横にいるであろう、シオンをおそるおそる見ると、疲れたような、呆れた表情でこちらを見ていた。
ダンク姐さんも驚いた表情で、俺を凝視している。
ギルマスもってあれ? ギルマスがいない?
キョロキョロと探せば、ギルマスがさっきまで立っていたであろう、背後の窓から出てきた。飛ばされたのだろうか?
いや、人が飛ぶほど吹き荒れてはいなかったはずだ。
では驚いて窓から出たのか?
ギルマスは黙って少し俯いている様子だ。
「あ、その宙に浮いてる水は安全ですから、早めに飲んでください」
「あ、ああ」
ギルマスは返事をしたものの戸惑っているようで、恐々と水に口をつけて飲んだ。
「どう? お兄ちゃん? 美味しい水でしょ? ミーツちゃんが魔法で出したのよ」
「魔法で出したのはたった今見たから分かるが、確かに美味い。それとなダンク、ギルドではギルドマスターって呼べと何度も言ってるだろう」
「気になってたけど、やっぱりそうなんだ。ダンク姐さん、ずっとお兄ちゃんって呼んでたから、ギルドマスターがそう呼ばせてるんだと思ってた」
「俺の名はグレンだ。ダンクには立場上、ギルマスと呼べと言ってるだけだ」
まあ、ギルドマスターがギルドでお兄ちゃんって呼ばれると、立場上締まらないのは分かる。

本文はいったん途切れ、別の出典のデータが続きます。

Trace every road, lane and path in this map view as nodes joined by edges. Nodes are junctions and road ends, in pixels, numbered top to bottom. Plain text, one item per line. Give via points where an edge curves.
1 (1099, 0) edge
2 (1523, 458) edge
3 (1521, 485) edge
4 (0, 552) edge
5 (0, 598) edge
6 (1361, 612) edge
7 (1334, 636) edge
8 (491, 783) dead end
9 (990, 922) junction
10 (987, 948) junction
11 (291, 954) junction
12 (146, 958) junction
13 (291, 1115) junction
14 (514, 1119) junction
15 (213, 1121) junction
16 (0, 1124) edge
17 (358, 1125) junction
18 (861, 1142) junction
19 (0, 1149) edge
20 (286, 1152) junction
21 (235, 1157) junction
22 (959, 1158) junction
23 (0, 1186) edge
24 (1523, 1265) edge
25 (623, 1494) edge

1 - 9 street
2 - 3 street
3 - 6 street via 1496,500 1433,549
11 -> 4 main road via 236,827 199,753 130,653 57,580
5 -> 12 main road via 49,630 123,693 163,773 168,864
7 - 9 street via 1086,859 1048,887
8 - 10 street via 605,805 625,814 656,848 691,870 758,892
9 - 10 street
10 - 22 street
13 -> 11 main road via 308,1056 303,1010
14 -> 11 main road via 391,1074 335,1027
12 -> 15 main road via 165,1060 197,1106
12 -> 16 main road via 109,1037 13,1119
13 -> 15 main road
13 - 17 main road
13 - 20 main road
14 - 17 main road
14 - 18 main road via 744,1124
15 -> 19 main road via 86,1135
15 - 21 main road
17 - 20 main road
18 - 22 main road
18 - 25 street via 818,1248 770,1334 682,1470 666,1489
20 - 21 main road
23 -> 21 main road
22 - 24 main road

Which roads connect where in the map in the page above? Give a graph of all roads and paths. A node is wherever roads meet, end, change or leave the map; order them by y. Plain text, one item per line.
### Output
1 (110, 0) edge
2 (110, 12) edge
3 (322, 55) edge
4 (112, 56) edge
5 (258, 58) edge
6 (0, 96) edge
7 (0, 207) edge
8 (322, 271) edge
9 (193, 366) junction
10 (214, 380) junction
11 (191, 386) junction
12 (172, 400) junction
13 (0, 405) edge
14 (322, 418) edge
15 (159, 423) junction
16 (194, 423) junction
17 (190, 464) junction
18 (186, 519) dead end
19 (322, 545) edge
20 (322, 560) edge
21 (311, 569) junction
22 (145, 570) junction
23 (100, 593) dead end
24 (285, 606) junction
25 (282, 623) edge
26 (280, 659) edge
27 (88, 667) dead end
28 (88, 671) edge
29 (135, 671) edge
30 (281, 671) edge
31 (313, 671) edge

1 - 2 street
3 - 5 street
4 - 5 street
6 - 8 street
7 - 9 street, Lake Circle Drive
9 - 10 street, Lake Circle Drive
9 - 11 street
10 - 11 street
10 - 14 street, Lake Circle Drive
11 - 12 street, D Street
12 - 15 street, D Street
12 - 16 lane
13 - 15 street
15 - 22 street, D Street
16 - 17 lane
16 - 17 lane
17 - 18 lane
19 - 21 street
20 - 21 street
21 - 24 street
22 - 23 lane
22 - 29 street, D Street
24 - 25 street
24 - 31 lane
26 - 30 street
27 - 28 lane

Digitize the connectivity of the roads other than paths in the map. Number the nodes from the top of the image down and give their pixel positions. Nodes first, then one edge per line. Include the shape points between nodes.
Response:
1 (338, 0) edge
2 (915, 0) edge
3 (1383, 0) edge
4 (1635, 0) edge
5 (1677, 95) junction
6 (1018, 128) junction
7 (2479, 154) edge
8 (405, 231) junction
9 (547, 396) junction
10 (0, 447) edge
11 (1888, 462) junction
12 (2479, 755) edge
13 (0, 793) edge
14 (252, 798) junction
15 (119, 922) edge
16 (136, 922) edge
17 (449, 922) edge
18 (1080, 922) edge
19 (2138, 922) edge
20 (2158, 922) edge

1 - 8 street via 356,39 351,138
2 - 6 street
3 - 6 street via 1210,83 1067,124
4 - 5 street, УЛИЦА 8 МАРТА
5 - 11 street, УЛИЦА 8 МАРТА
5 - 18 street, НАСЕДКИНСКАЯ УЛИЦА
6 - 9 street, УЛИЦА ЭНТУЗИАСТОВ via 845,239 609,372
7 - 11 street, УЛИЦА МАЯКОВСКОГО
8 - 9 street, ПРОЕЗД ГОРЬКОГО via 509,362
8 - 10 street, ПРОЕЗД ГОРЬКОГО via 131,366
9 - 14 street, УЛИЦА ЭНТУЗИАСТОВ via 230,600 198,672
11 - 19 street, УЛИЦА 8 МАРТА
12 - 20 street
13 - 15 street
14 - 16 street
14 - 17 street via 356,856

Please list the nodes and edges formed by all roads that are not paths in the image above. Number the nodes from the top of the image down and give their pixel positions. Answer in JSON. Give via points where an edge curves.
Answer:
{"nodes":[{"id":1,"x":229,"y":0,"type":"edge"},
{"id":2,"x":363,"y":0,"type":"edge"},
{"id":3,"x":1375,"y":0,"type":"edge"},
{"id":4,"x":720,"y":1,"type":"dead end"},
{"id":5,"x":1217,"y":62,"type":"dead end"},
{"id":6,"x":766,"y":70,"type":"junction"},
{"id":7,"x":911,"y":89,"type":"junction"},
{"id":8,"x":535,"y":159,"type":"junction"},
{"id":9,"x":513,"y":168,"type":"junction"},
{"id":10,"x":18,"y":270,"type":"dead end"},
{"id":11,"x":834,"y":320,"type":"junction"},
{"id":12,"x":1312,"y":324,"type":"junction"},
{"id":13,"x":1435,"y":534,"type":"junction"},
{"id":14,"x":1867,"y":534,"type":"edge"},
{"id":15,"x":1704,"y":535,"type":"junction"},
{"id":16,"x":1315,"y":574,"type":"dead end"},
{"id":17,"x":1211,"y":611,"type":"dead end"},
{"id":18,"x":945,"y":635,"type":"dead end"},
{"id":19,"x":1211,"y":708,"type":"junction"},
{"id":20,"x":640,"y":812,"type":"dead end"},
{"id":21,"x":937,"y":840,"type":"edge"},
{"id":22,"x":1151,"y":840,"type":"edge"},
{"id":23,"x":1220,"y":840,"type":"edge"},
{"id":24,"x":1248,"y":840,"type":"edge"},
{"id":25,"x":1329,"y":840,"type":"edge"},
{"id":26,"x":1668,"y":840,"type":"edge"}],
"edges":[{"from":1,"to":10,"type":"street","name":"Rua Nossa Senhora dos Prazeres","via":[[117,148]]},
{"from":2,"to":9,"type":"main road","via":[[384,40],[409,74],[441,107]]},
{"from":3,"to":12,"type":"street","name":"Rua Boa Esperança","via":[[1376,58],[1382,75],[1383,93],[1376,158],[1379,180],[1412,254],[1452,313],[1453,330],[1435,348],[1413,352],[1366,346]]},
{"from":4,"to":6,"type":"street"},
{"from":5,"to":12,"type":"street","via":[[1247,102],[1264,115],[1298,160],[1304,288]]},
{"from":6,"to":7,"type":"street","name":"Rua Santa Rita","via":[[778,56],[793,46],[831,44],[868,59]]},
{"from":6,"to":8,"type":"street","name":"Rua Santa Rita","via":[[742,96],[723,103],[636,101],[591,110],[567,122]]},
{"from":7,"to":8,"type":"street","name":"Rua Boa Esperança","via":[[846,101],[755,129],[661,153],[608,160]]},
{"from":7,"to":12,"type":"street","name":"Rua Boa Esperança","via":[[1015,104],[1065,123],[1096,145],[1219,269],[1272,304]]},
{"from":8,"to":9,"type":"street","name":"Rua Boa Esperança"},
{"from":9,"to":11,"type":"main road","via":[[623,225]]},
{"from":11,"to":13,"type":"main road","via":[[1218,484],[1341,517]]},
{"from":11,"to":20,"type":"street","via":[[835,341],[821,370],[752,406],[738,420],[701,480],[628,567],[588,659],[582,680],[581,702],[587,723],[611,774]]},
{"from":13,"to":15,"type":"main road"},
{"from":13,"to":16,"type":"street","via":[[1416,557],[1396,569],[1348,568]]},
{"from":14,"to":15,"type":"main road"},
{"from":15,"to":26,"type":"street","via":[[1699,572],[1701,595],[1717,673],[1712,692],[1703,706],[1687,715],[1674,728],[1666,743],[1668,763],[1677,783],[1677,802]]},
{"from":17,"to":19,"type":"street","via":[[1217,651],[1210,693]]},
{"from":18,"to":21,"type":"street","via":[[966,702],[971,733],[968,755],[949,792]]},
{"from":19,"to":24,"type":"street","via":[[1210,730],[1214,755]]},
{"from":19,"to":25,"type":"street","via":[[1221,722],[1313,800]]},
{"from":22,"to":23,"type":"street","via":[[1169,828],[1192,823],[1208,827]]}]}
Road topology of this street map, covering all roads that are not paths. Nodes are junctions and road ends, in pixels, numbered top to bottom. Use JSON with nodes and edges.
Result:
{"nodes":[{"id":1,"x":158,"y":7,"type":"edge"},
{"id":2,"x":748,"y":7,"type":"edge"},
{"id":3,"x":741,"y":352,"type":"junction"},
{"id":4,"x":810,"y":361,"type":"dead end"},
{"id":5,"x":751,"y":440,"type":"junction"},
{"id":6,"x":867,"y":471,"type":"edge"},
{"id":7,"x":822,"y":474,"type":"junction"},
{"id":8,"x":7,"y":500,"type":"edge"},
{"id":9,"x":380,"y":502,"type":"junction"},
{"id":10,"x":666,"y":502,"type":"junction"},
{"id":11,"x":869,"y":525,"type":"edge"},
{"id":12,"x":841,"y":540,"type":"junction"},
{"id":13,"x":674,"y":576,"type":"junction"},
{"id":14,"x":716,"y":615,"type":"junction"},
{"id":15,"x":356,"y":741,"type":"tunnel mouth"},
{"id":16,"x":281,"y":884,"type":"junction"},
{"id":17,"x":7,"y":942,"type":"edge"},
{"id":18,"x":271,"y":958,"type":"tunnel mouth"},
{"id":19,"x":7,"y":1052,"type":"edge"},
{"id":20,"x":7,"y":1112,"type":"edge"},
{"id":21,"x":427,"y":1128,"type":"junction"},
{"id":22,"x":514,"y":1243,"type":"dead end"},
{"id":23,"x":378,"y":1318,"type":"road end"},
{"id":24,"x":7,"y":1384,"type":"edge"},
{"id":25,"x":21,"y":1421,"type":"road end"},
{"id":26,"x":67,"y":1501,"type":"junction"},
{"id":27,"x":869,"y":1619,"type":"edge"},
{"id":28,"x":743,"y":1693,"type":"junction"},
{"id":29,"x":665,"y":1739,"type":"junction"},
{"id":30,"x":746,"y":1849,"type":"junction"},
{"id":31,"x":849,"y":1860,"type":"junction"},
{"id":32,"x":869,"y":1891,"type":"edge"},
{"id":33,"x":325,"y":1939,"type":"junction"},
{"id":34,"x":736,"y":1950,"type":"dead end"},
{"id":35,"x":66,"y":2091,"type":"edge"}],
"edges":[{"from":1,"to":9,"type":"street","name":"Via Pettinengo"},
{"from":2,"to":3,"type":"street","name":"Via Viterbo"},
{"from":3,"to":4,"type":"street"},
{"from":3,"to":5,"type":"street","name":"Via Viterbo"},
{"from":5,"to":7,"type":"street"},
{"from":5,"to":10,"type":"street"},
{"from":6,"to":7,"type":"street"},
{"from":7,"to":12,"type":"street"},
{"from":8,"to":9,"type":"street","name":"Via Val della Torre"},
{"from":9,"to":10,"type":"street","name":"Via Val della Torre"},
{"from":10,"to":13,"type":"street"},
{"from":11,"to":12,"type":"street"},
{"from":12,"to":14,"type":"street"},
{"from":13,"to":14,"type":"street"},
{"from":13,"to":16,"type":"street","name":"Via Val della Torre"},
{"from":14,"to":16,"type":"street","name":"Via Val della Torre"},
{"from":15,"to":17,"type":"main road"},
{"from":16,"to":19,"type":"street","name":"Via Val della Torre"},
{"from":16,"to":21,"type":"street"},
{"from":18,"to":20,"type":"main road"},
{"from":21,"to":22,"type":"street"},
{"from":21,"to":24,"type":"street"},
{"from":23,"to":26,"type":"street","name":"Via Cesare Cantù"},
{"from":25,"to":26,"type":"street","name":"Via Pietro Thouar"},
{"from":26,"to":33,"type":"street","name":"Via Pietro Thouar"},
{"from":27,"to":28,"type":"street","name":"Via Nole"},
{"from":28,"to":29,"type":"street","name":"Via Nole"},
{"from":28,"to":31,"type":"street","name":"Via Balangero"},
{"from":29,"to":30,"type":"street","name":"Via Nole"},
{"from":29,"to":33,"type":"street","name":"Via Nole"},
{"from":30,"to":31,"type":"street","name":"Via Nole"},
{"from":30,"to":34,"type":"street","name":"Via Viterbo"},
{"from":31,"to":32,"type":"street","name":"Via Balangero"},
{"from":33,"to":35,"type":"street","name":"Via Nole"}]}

「ダンクはこう見えて、副ギルドマスターだぞ。裏ギルドの運営を任せてるし、ギルド内の雑務も任せたりしているんだ」
「え? ダンク姐さんが副ギルドマスター? 裏の運営? じゃあ、シオンに対する暗殺の依頼とかも知ってて黙ってたってこと?」
「ミーツちゃん、誤解しないで! シオンちゃんのは知らなかったのよ。あたしがあそこを長い時間離れるときや、休みのときは違う子が入るから、その子たちの誰かが受けたんだと思うわ。それか、シオンちゃんの弟ちゃんが個人的に知ってる子に依頼したかよ。依頼を受けるのはギルドに併設してる違う建物だし、裏ギルドで依頼したとしても、あたしのいないときに暗殺専門の子たちに裏ギルドの職員が依頼したんだわ」
「例えば、キックがダンク姐さんのいないときに回ってきた依頼を、暗殺を専門にしてるやつに受けさせたとか、そういうこと?」
「そうよ! キックちゃんかどうかは分からないけど、知ってたら依頼自体消しちゃうわよ。暗殺依頼自体、依頼さえすれば誰でも暗殺できるわけじゃないのよ。ちゃんと暗殺するべき人かどうかを調べるんだから。暗殺を専門にしてる子たちは自分でも一度調べて、それをギルドに報告する義務があるくらい、暗殺は特殊な依頼なんだからね」
確かに、簡単に暗殺を依頼して実行されれば、おちおち外も出歩けない。キックはムカツクやつだが、シオンのことを尊敬している感じだったから、あいつは違うかもしれない。